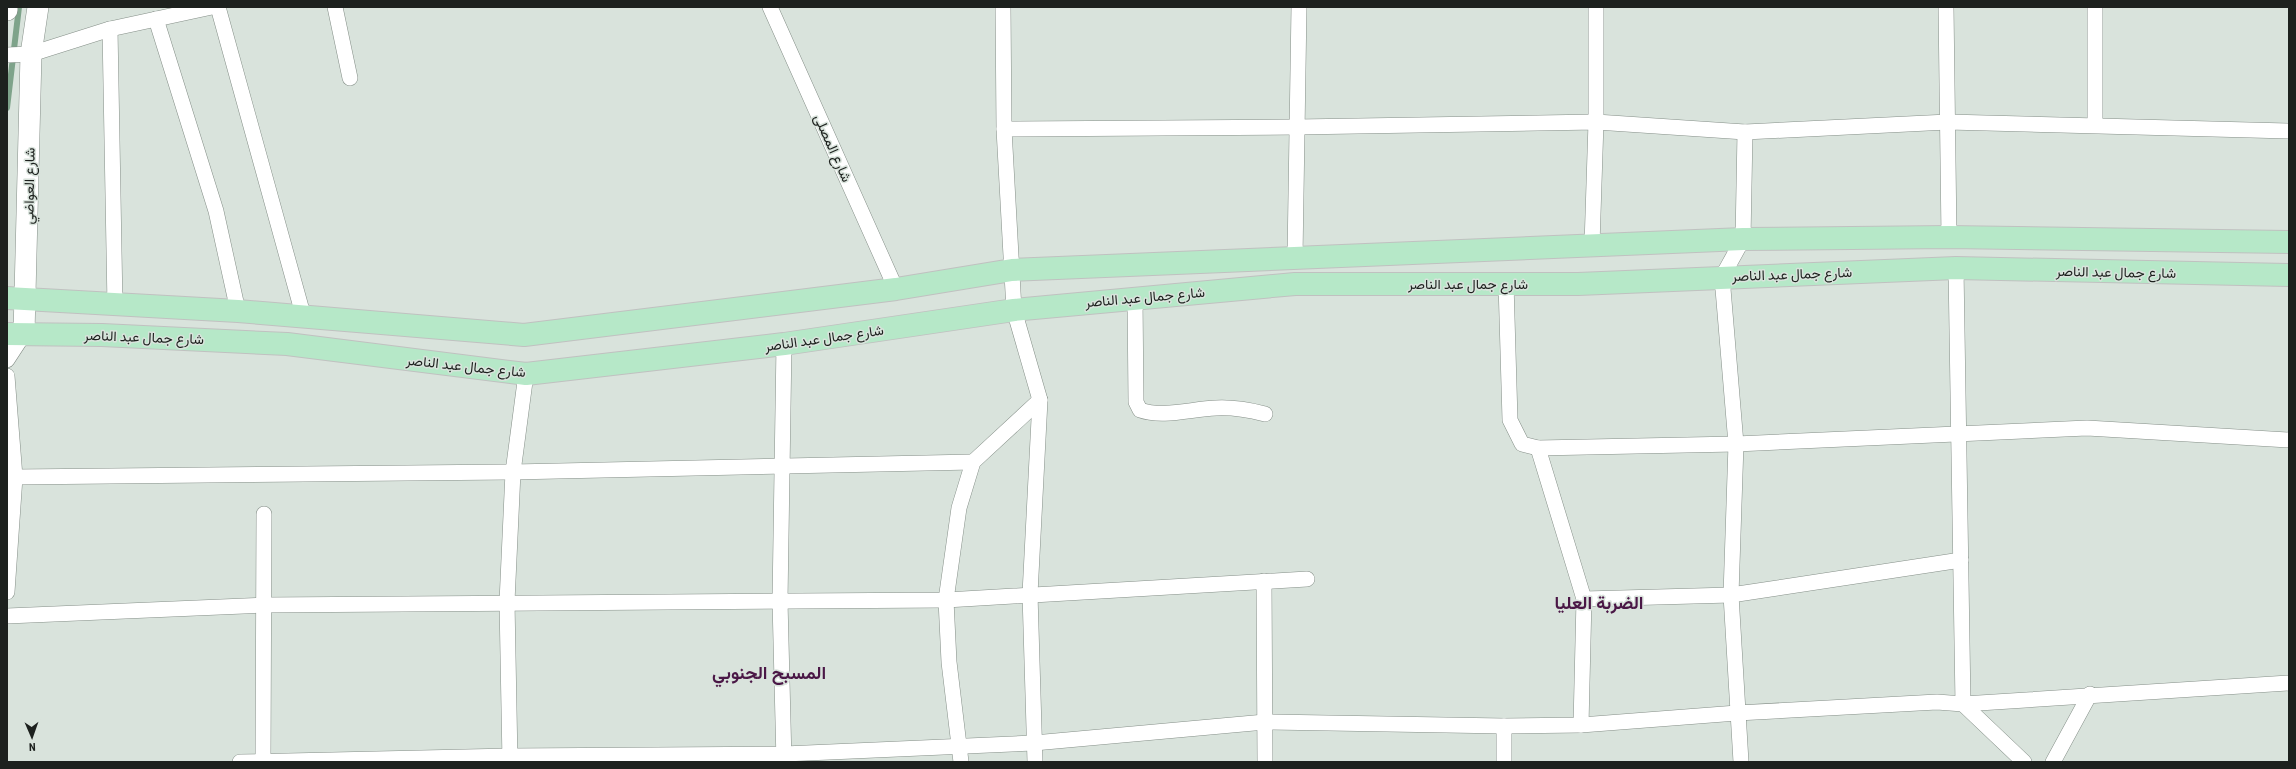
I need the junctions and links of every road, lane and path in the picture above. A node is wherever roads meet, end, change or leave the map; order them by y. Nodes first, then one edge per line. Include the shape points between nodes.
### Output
1 (38, 7) edge
2 (212, 7) edge
3 (218, 7) edge
4 (335, 7) edge
5 (770, 7) edge
6 (1003, 7) edge
7 (1299, 7) edge
8 (1596, 7) edge
9 (1946, 7) edge
10 (2095, 7) edge
11 (156, 19) junction
12 (110, 29) junction
13 (31, 54) junction
14 (7, 55) edge
15 (350, 78) dead end
16 (1596, 122) junction
17 (1948, 122) junction
18 (2095, 124) junction
19 (1297, 128) junction
20 (1004, 129) junction
21 (2289, 130) edge
22 (1745, 132) junction
23 (1949, 237) junction
24 (1744, 239) junction
25 (2289, 242) edge
26 (1592, 245) junction
27 (1296, 257) junction
28 (1956, 268) junction
29 (1012, 270) junction
30 (2289, 275) edge
31 (1722, 277) junction
32 (1506, 283) junction
33 (896, 289) junction
34 (17, 298) edge
35 (1135, 298) junction
36 (115, 306) junction
37 (1014, 310) junction
38 (238, 312) junction
39 (304, 318) junction
40 (16, 334) edge
41 (784, 344) junction
42 (7, 360) edge
43 (526, 374) junction
44 (7, 376) edge
45 (1040, 400) junction
46 (1265, 414) dead end
47 (1959, 433) junction
48 (2289, 440) edge
49 (1736, 444) junction
50 (1538, 448) junction
51 (972, 462) junction
52 (783, 467) junction
53 (513, 472) junction
54 (15, 477) junction
55 (264, 514) dead end
56 (1961, 560) junction
57 (1307, 579) dead end
58 (1264, 581) junction
59 (7, 592) edge
60 (1030, 594) junction
61 (1730, 595) junction
62 (1584, 599) junction
63 (946, 600) junction
64 (780, 601) junction
65 (507, 602) junction
66 (265, 605) junction
67 (7, 616) edge
68 (2289, 683) edge
69 (2090, 694) junction
70 (1963, 704) junction
71 (1737, 713) junction
72 (1264, 722) junction
73 (1581, 725) junction
74 (1504, 726) junction
75 (1034, 743) junction
76 (960, 747) junction
77 (784, 758) edge
78 (510, 759) edge
79 (263, 761) edge
80 (240, 762) edge
81 (961, 762) edge
82 (1034, 762) edge
83 (1265, 762) edge
84 (1504, 762) edge
85 (1741, 762) edge
86 (2024, 762) edge
87 (2052, 762) edge

1 - 13 main road, شارع العواضي
2 - 11 street
3 - 39 street
4 - 15 street
5 - 33 street, شارع المصلى
6 - 20 street
7 - 19 street
8 - 16 street
9 - 17 street
10 - 18 street
11 - 12 street
11 - 38 street via 216,211
12 - 13 street
12 - 36 street
13 - 14 street
13 - 34 main road, شارع العواضي
16 - 19 street
16 - 22 street
16 - 26 street
17 - 18 street
17 - 22 street
17 - 23 street
18 - 21 street
19 - 20 street
19 - 27 street
20 - 29 street
22 - 24 street
23 - 24 main road, شارع جمال عبد الناصر
23 - 25 main road, شارع جمال عبد الناصر
24 - 26 main road, شارع جمال عبد الناصر
24 - 31 street
26 - 27 main road, شارع جمال عبد الناصر
27 - 29 main road, شارع جمال عبد الناصر
28 - 30 main road, شارع جمال عبد الناصر
28 - 31 main road, شارع جمال عبد الناصر
28 - 47 street
29 - 33 main road, شارع جمال عبد الناصر
29 - 37 street
31 - 32 main road, شارع جمال عبد الناصر via 1578,284
31 - 49 street
32 - 35 main road, شارع جمال عبد الناصر via 1295,284
32 - 50 street via 1510,420 1522,444
33 - 39 main road, شارع جمال عبد الناصر via 524,335
34 - 36 main road, شارع جمال عبد الناصر
34 - 40 main road, شارع العواضي
35 - 37 main road, شارع جمال عبد الناصر
35 - 46 street via 1136,402 1140,410 1151,414 1217,408 1243,409
36 - 38 main road, شارع جمال عبد الناصر
37 - 41 main road, شارع جمال عبد الناصر
37 - 45 street
38 - 39 main road, شارع جمال عبد الناصر
40 - 42 street, شارع العواضي
40 - 43 main road, شارع جمال عبد الناصر via 102,335 287,344
41 - 43 main road, شارع جمال عبد الناصر
41 - 52 street
43 - 53 street
44 - 54 street
45 - 51 street
45 - 60 street
47 - 48 street via 2087,428
47 - 49 street
47 - 56 street
49 - 50 street
49 - 61 street
50 - 62 street
51 - 52 street
51 - 63 street via 959,508
52 - 53 street
52 - 64 street
53 - 54 street
53 - 65 street
54 - 59 street
55 - 66 street
56 - 61 street
56 - 70 street
57 - 58 street
58 - 60 street
58 - 72 street
60 - 63 street
60 - 75 street
61 - 62 street
61 - 71 street
62 - 73 street
63 - 64 street
63 - 76 street via 949,662
64 - 65 street
64 - 77 street
65 - 66 street
65 - 78 street
66 - 67 street
66 - 79 street
68 - 69 street
69 - 70 street
69 - 87 street
70 - 71 street via 1937,702
70 - 86 street
71 - 73 street
71 - 85 street
72 - 74 street
72 - 75 street
72 - 83 street
73 - 74 street
74 - 84 street
75 - 76 street
75 - 82 street
76 - 77 street
76 - 81 street
77 - 78 street
78 - 79 street
79 - 80 street

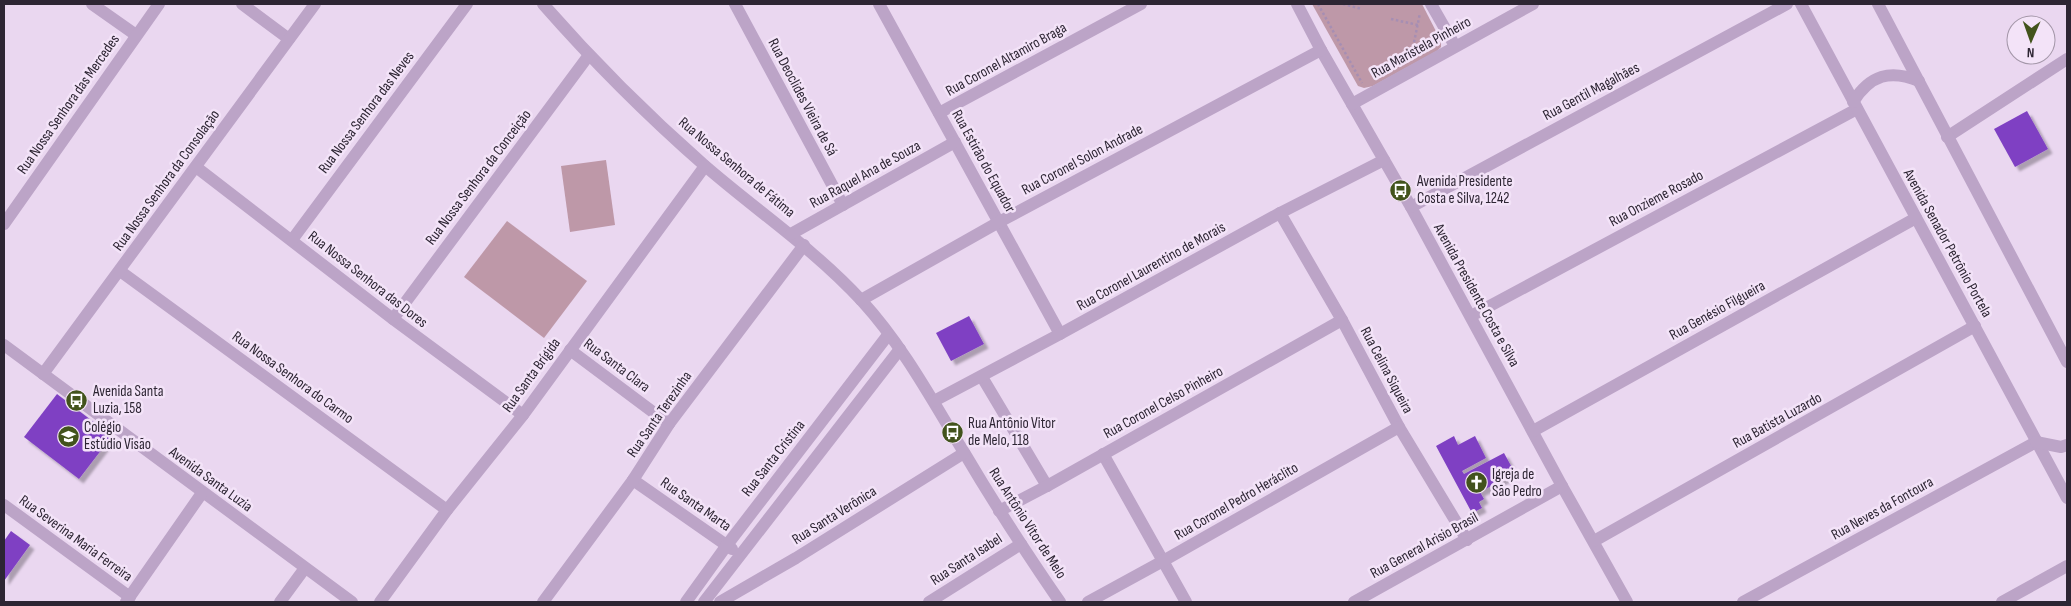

» **What is needed**: Count each line of the entries that holds the word "العواضي", then state the total and nothing more.

» **Response**: 4